In my feeling of shock at the real risk this poses for longterm effects on our health, I was inspired to write this little article in hopes to bring awareness to the issue, and to provide some solutions for reducing, and even reversing the effects of kyphosis on the body. Most fortunately, yoga is a great way to realign our spines into a proper curvature!! Below is a therapeutic exercise, as well as a few asanas that can be practiced alone, or integrated into a full yoga practice to rediscover the feeling of optimal spinal alignment.
The goal in this exercise is to counteract the kyphosis, with the help of a bolster or a rolled up towel, and regain a healthy curve in the spine. We can do this by reopening the front body. When we are in a kyphotic state, the front body becomes compressed, and the muscles shorten. To open and lengthen the muscles of the front body, lie on your back on the floor, knees bent with the soles of your feet on the floor and hips’ distance apart, and place your bolster or a rolled blanket under the mid-back, just below the shoulder blades but not as low as the lower ribs.Open your arms to the sides, creating a 90-degree angle at the elbows.
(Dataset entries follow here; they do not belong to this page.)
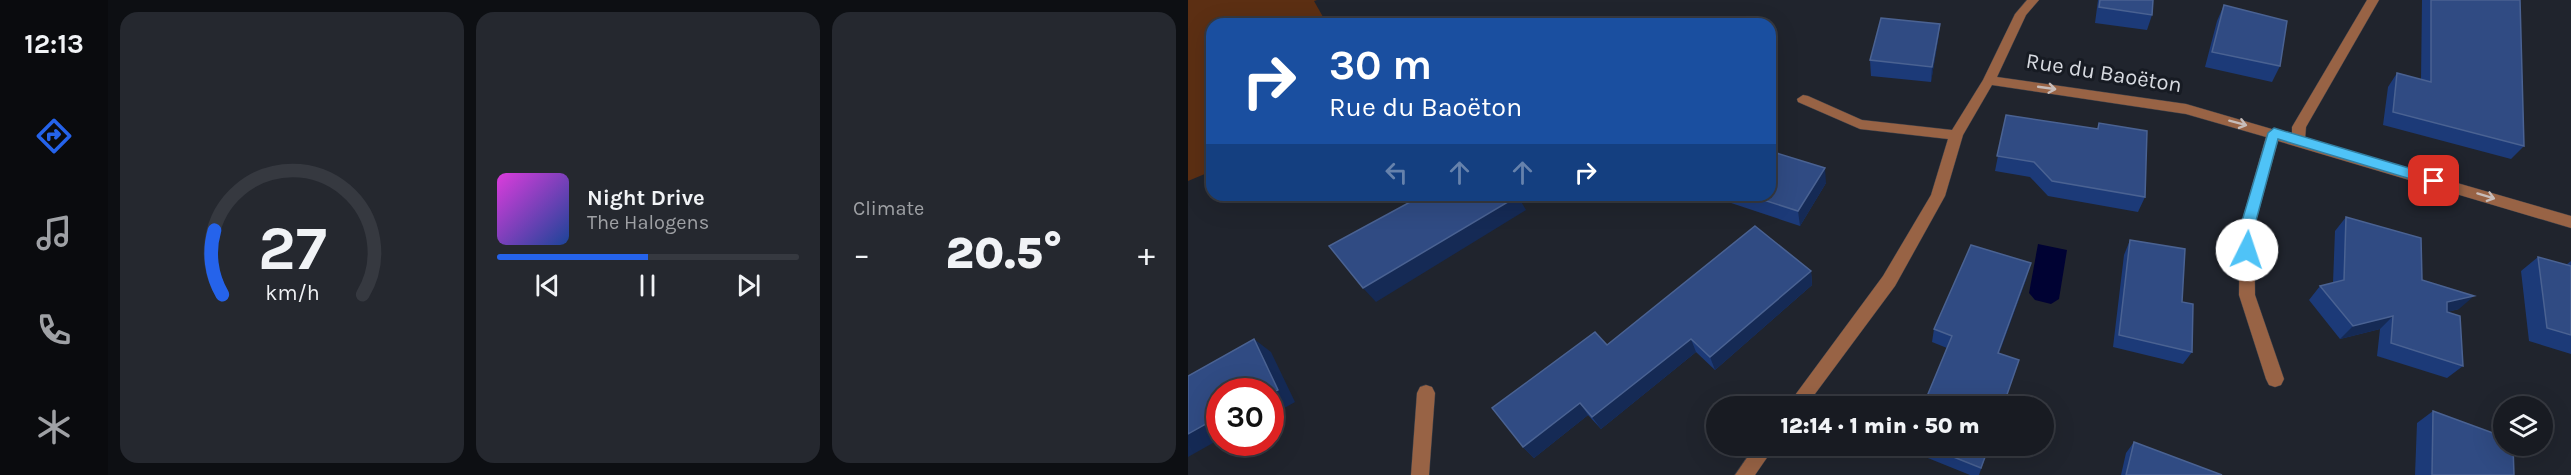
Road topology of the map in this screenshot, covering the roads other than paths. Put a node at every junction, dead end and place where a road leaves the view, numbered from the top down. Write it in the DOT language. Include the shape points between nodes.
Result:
graph roads {
  1 [pos="2033,0"];
  2 [pos="2373,0"];
  3 [pos="1989,80"];
  4 [pos="1803,99"];
  5 [pos="2274,133"];
  6 [pos="1956,135"];
  7 [pos="2298,140"];
  8 [pos="2571,222"];
  9 [pos="2275,379"];
  10 [pos="1426,393"];
  11 [pos="1803,396"];
  12 [pos="1758,456"];
  13 [pos="1420,475"];
  14 [pos="1744,475"];
  1 -- 3 [label="street" via="2021,14"];
  2 -- 7 [label="street" via="2299,128"];
  3 -- 5 [label="street, Rue du Baoëton, one-way" via="2186,109"];
  3 -- 6 [label="street"];
  4 -- 6 [label="street" via="1860,124"];
  5 -- 7 [label="street, Rue du Baoëton"];
  5 -- 9 [label="street" via="2247,228 2247,295"];
  6 -- 11 [label="street" via="1938,196 1889,281"];
  7 -- 8 [label="street, Rue du Baoëton, one-way"];
  10 -- 13 [label="street"];
  12 -- 14 [label="street"];
}
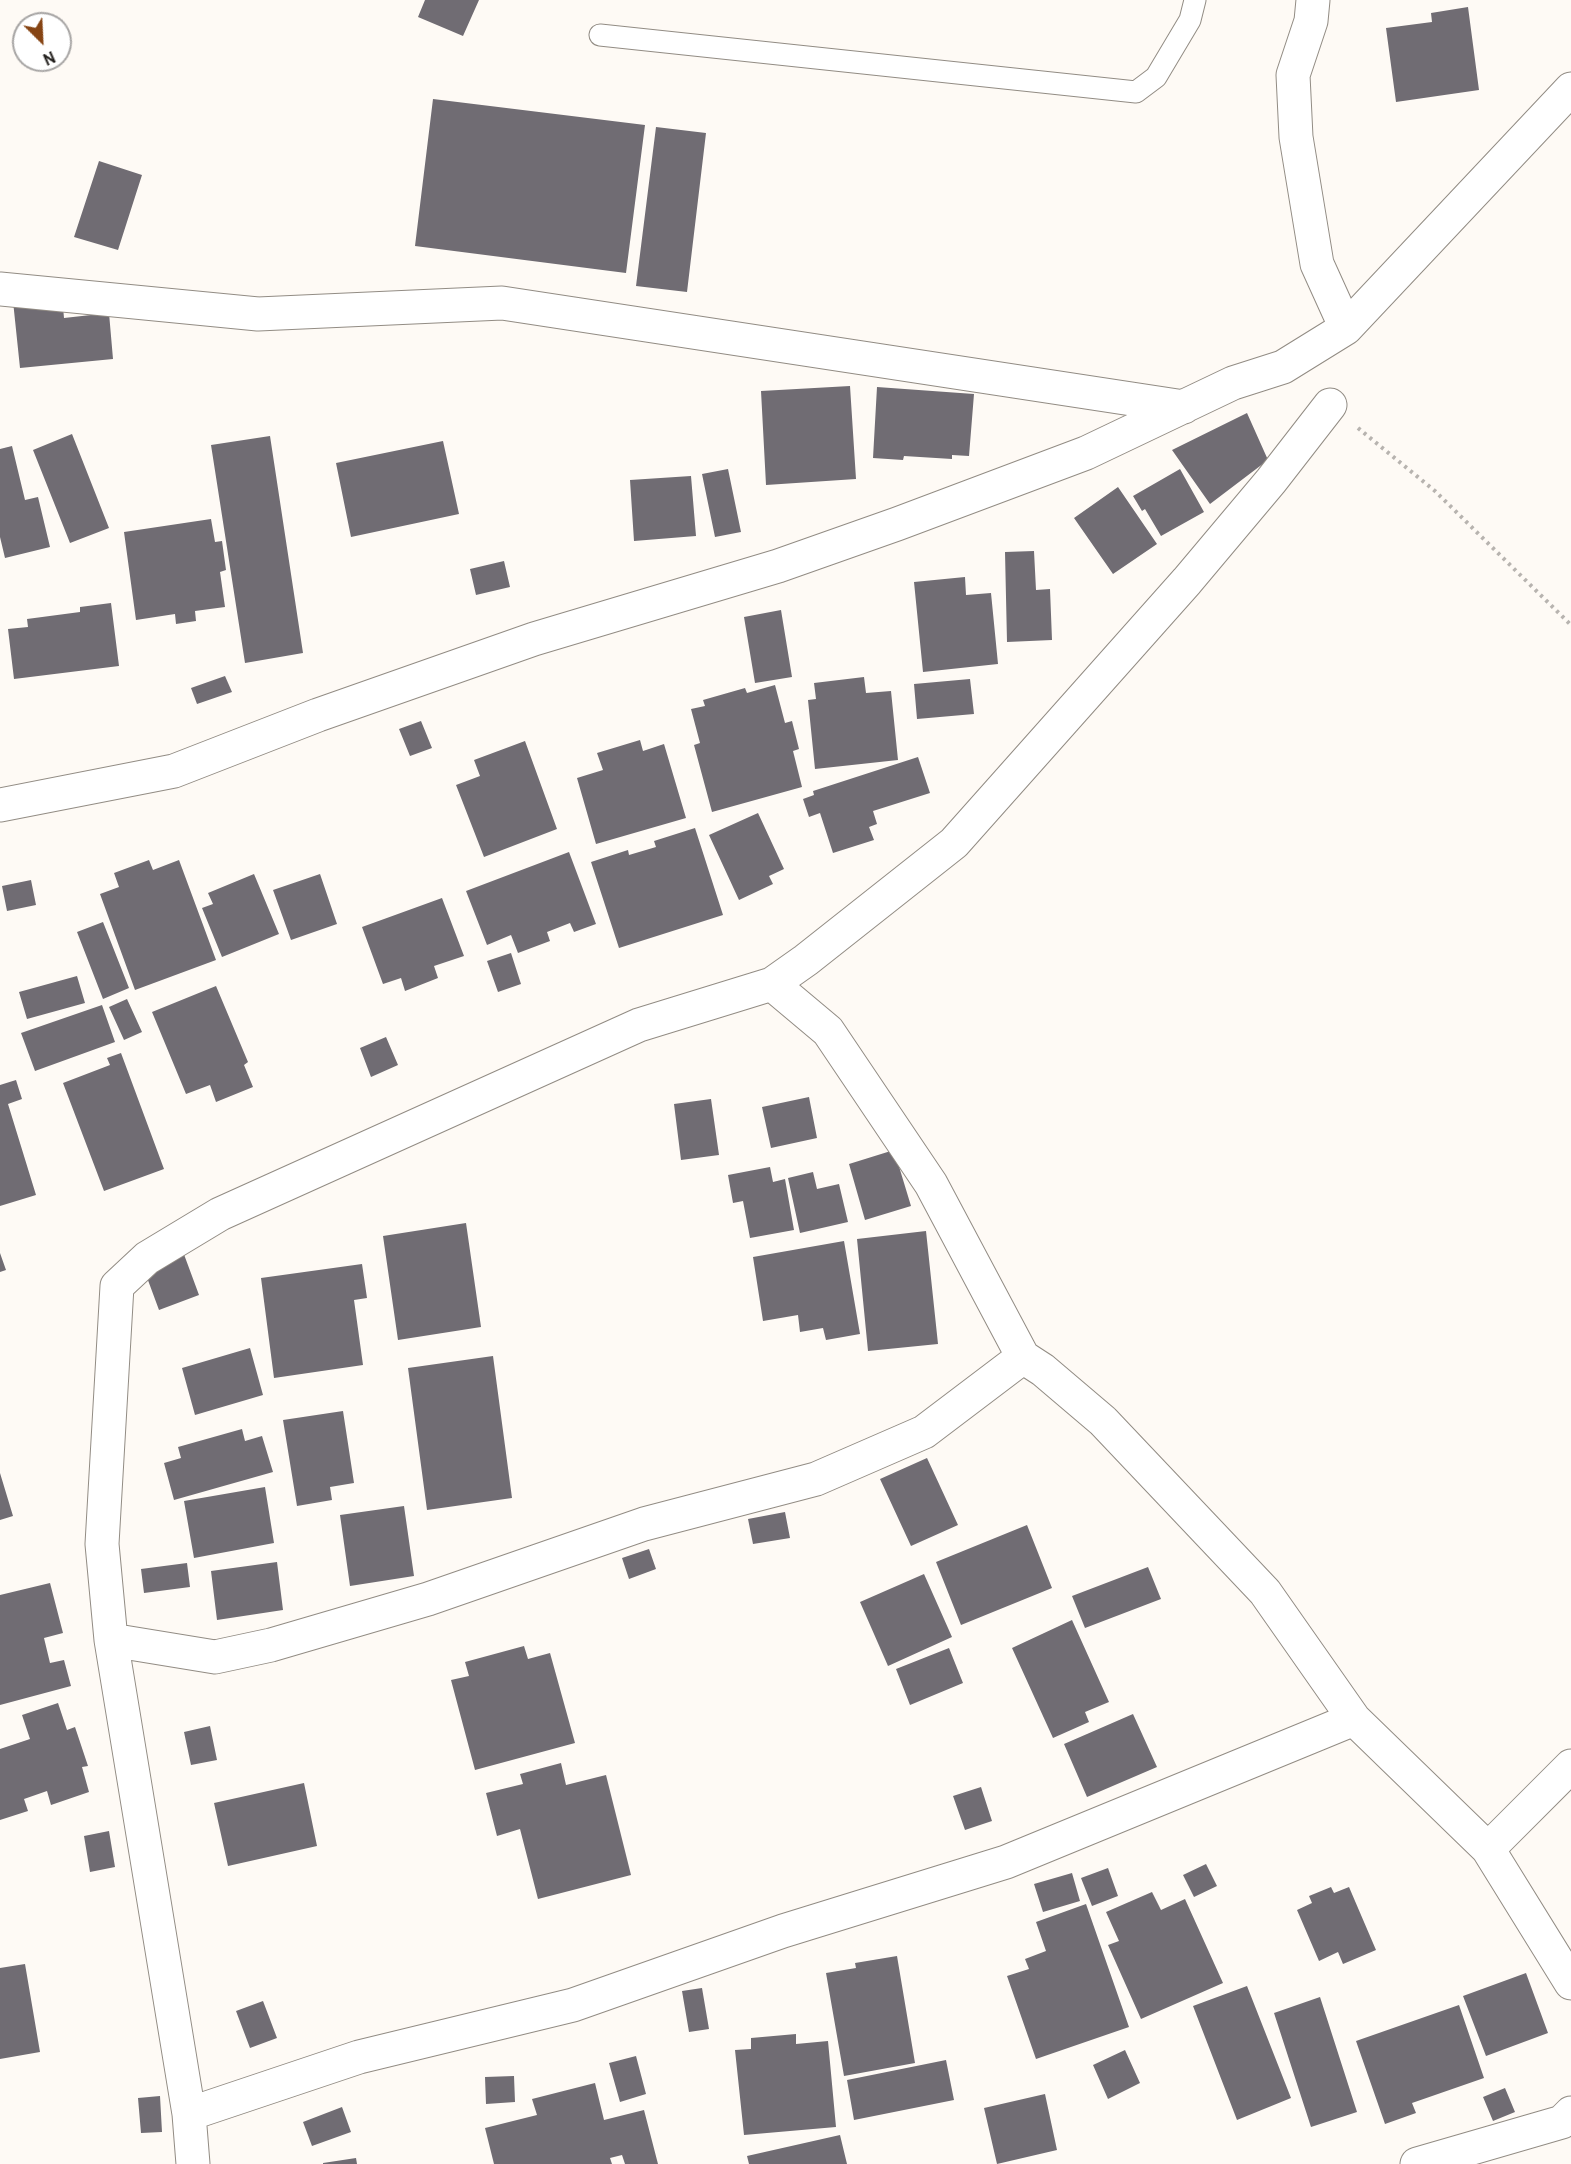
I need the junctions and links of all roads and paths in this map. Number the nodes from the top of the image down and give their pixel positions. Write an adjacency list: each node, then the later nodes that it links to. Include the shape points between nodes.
1 (1195, 0): 3 (lane, via 1190,20 1156,77 1136,92)
2 (1313, 0): 6 (street, via 1311,21 1293,75 1296,137 1317,264)
3 (600, 35)
4 (1571, 89): 6 (street)
5 (0, 289): 8 (street, via 258,314 502,303)
6 (1346, 328): 8 (street, via 1283,367 1233,383)
7 (1330, 405): 9 (path, via 1435,491); 11 (street, via 1187,581 954,843)
8 (1184, 407): 10 (street, via 1086,453 897,524 778,566 534,639 318,715 174,771)
9 (1571, 625)
10 (0, 805)
11 (772, 984): 12 (street, via 828,1031 925,1174); 13 (street, via 639,1025 220,1214 147,1258 117,1286 102,1544)
12 (1023, 1357): 13 (street, via 924,1432 816,1479 644,1524 428,1599 271,1646 215,1657); 14 (street, via 1103,1421 1258,1584)
13 (111, 1640): 19 (street)
14 (1354, 1719): 16 (street); 19 (street, via 1006,1862 783,1931 573,2005 359,2057)
15 (1571, 1766): 16 (street)
16 (1488, 1849): 17 (street)
17 (1571, 1983)
18 (1571, 2113): 21 (street, via 1562,2122)
19 (189, 2114): 20 (street)
20 (193, 2164)
21 (1417, 2164)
Keep your knees bent so that the lower back doesn’t overarch. So long as you don’t feel pain, or pinching in the spine, stay in this supported backbend for two to five minutes and breathe normally. When you are ready to come out of the posture, gently hug your knees into your chest and roll over off of the bolster and onto your right side. Stay there for just a moment to allow the body to recalibrate, then slowly push yourself back up to a seated position.
It is equally important to strengthen the back body after stretching the front body. Salabhasana (Locust Pose) is a simple exercise that strengthens the erector spinae, the muscles that hold us upright. Lie face down on the floor with your arms by your sides.Press your toes into the floor, engage your belly muscles (think about pulling your belly button into your spine and then upward towards your heart, this will engage your core) and lift your chest three to four inches from the floor. Keep your pubic bone pressed into the floor to protect your lower back from overarching. Protect your neck from hyperextension by keeping your gaze on the floor just ahead of you rather than on the wall in front of you. Hold the pose for several seconds then release the entire body back to the floor. Work towards holding yourself in Salabhasana pose for 30 seconds and repeat it three or four times.
Now for the simple, yet highly effective pose to help integrate your awareness of your alignment back into your body and into your daily routine. Stand in Tadasana (Mountain Pose), feel your legs extending down into the earth and your spine lengthening upward. Remember where the bolster/rolled blanket pressed into your mid-back? See if you can find that same feeling of opening in the chest, without allowing the ribcage to pop out (keep your core engaged) and lift up from there. Feel newfound space opening in the upper lobes of your lungs. Be sure to keep your shoulders and neck relaxed.
So while owning a smart phone has its’ obvious advantages, don’t allow it, ironically, to take away your mobility! We must bring great awareness to our posture in everything that we do daily so that we aren’t creating problems and pain for ourselves in the future.